Für die Errichtung oder wesentliche Veränderung von Anlagen in und an Gewässern, auch von Aufschüttungen und Abgrabungen ist eine wasserrechtliche Genehmigung gemäß § 22 Landeswassergesetz NRW (LWG) erforderlich. Für Überschwemmungsgebiete sind besondere Regelungen zu beachten (siehe Überschwemmungsgebiete, Hochwasserschutz).

Bauliche Anlagen in und an Gewässern sind z.B.:
Brücken, Rohrdurchlässe, Gebäude, Mauern, Dämme, Zäune, Treppen, Anlagestellen, Baum- und Strauchpflanzungen sowie Anlagen, die unter dem Gewässer, im Luftraum darüber oder parallel zum Gewässer verlaufen können, wie Ver- und Entsorgungsleitungen.

Für Anlagen an Gewässern erster und zweiter Ordnung liegt die Zuständigkeit bei der Bezirksregierung Münster. Für die Genehmigung von Anlagen an sonstigen Gewässern ist der Kreis Recklinghausen als Untere Wasserbehörde zuständig. 

Der Antrag

Im Antragsverfahren wird von der Genehmigungsbehörde geprüft, ob die Errichtung, wesentliche Veränderung oder Beseitigung von Anlagen in oder an einem Gewässer nachteilige Auswirkungen auf den Wasserabfluss und / oder die Gewässerökologie haben kann.

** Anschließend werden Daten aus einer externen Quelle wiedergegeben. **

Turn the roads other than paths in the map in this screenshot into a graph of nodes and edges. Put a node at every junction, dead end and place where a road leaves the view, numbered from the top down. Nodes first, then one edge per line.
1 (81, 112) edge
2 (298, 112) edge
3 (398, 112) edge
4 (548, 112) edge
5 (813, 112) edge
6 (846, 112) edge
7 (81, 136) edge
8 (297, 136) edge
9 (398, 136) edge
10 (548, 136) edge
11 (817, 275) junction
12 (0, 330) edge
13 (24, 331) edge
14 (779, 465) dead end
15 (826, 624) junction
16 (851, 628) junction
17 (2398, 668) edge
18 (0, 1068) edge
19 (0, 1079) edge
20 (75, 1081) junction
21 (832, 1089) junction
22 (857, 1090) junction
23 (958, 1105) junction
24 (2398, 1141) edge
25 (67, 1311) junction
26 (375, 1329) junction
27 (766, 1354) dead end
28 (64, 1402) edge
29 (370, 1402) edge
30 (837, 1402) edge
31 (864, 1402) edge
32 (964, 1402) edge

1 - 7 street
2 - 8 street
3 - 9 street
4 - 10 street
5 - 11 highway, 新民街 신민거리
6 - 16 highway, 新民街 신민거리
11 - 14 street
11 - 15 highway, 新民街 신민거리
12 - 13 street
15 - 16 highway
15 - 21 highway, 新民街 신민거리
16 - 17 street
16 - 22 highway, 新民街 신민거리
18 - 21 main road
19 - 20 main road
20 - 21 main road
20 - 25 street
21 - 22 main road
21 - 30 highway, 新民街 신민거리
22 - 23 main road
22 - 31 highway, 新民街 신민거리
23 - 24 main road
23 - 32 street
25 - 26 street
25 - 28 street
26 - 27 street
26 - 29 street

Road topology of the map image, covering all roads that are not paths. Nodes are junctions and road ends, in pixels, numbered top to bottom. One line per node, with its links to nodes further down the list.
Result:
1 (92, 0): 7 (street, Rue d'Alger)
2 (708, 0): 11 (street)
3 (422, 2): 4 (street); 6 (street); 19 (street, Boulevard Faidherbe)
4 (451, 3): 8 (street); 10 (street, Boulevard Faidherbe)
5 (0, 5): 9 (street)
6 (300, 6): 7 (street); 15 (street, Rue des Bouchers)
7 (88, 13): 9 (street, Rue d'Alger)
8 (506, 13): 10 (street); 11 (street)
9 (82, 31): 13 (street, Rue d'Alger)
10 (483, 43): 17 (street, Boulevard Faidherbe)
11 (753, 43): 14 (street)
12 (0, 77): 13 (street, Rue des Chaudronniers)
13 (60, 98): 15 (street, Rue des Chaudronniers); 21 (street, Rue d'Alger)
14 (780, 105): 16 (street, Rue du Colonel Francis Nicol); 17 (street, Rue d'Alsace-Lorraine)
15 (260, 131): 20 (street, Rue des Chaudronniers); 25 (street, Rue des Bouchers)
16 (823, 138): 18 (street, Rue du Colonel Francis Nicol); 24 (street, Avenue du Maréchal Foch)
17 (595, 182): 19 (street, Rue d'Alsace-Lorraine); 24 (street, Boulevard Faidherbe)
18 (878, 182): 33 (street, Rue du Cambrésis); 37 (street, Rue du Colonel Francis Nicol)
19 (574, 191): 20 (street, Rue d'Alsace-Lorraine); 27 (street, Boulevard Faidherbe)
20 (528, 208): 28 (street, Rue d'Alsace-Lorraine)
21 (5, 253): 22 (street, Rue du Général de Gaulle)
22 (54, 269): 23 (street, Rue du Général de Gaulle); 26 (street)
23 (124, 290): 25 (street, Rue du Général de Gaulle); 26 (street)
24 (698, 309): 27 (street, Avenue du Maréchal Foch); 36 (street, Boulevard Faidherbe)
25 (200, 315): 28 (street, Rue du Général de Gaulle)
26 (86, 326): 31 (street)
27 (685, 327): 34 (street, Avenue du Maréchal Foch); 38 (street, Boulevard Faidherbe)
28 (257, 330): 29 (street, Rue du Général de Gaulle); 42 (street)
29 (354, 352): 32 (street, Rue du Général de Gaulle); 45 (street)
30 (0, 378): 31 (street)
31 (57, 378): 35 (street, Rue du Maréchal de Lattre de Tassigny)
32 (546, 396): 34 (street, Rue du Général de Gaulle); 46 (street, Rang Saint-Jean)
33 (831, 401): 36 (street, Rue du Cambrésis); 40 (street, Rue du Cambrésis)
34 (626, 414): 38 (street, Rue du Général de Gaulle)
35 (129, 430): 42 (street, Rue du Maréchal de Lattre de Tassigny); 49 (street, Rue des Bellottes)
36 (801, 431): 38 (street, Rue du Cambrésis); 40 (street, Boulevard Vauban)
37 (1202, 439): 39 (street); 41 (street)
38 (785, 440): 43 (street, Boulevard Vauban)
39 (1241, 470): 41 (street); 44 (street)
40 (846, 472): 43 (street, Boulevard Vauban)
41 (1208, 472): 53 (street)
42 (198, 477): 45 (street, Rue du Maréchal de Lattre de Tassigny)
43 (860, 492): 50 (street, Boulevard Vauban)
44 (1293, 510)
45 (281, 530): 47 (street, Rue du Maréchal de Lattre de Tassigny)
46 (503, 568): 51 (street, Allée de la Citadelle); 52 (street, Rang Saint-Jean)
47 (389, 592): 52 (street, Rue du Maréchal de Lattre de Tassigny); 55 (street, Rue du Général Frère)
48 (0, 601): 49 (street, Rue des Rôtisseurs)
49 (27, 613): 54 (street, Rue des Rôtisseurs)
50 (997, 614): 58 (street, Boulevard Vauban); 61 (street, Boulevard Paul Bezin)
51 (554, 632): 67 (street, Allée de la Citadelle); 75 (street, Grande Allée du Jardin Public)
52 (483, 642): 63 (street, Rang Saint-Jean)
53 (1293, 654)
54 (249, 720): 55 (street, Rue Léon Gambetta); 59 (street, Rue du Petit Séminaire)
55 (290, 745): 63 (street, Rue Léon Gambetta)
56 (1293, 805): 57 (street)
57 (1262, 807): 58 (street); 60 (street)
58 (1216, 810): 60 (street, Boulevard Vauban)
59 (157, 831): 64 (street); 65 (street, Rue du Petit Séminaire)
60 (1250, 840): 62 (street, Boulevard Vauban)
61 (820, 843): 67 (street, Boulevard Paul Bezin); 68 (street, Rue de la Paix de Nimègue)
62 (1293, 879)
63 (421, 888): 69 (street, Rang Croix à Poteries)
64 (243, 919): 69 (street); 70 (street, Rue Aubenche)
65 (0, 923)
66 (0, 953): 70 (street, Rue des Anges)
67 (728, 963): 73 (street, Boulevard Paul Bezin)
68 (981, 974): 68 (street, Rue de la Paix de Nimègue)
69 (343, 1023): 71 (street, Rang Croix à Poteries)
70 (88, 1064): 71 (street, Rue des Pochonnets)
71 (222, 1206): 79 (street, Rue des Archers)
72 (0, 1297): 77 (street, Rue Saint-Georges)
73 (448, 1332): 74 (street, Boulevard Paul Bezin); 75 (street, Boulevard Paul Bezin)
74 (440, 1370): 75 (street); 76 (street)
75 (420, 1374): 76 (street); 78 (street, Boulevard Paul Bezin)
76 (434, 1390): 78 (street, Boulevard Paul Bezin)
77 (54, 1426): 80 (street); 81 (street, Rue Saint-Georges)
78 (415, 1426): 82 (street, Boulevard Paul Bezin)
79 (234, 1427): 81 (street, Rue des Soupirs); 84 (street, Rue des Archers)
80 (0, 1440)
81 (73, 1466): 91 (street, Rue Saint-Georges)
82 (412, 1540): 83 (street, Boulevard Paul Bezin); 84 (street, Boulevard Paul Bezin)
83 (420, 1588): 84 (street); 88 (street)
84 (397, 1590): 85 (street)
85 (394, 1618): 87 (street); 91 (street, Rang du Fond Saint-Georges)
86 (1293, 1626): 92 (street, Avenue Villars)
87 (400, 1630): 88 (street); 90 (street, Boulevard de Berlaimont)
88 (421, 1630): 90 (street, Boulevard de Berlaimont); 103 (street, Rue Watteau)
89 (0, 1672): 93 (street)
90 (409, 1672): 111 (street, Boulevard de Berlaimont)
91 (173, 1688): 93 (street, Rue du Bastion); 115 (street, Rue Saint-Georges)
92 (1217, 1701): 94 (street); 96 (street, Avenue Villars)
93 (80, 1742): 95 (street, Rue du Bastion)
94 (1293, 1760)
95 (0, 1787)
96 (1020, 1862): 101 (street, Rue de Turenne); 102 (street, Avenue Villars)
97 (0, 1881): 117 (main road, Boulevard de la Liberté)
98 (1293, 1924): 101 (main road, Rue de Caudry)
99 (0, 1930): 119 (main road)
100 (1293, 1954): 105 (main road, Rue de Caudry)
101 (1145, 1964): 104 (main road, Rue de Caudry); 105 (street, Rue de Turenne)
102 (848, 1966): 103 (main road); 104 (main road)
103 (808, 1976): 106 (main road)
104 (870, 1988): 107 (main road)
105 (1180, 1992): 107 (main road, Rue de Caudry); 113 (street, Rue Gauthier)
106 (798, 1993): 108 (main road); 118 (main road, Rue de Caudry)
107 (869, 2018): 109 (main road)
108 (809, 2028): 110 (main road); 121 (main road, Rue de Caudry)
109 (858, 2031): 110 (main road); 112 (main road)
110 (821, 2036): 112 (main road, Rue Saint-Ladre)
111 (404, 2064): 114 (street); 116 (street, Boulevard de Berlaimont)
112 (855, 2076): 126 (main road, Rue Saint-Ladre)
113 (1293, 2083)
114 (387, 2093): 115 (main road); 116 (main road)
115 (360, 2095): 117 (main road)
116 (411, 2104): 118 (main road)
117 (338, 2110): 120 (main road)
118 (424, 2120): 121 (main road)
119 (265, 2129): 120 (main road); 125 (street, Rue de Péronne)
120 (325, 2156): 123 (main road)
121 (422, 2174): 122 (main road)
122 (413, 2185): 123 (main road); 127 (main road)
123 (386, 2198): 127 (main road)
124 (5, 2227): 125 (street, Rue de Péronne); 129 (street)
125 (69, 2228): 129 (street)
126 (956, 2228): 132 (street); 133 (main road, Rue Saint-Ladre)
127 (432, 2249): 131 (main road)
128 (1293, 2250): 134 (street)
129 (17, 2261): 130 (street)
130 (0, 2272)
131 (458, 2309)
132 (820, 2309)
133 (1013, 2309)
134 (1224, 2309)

Bauliche Anlagen, die innerhalb von 3 m von der Böschungsoberkante errichtet werden sollen, sind grundsätzlich nicht zugelassen, weil sie den Schutz des Gewässers und die Gewässerunterhaltung gefährden können. Ausnahmen sieht der Gesetzgeber für Anlagestellen vor.

Liegt die Baumaßnahme in einem Natur- bzw. Landschaftsschutzgebiet, ist ggf. zusätzlich eine Befreiung gemäß Landesnaturschutzgesetz (LNatSchG NRW) bei der Unteren Naturschutzbehörde einzuholen. Ebenfalls ist die landschaftsrechtliche Eingriffsregelung zu beachten.

Welche Maßnahmen sind genehmigungsfrei?

Die Errichtung von ortsüblichen Zäunen bis zu einer Höhe von 1,20 m in einem Abstand von mindestens 1 m, bei Pferdekoppeln 1,50 m von der Böschungsoberkante.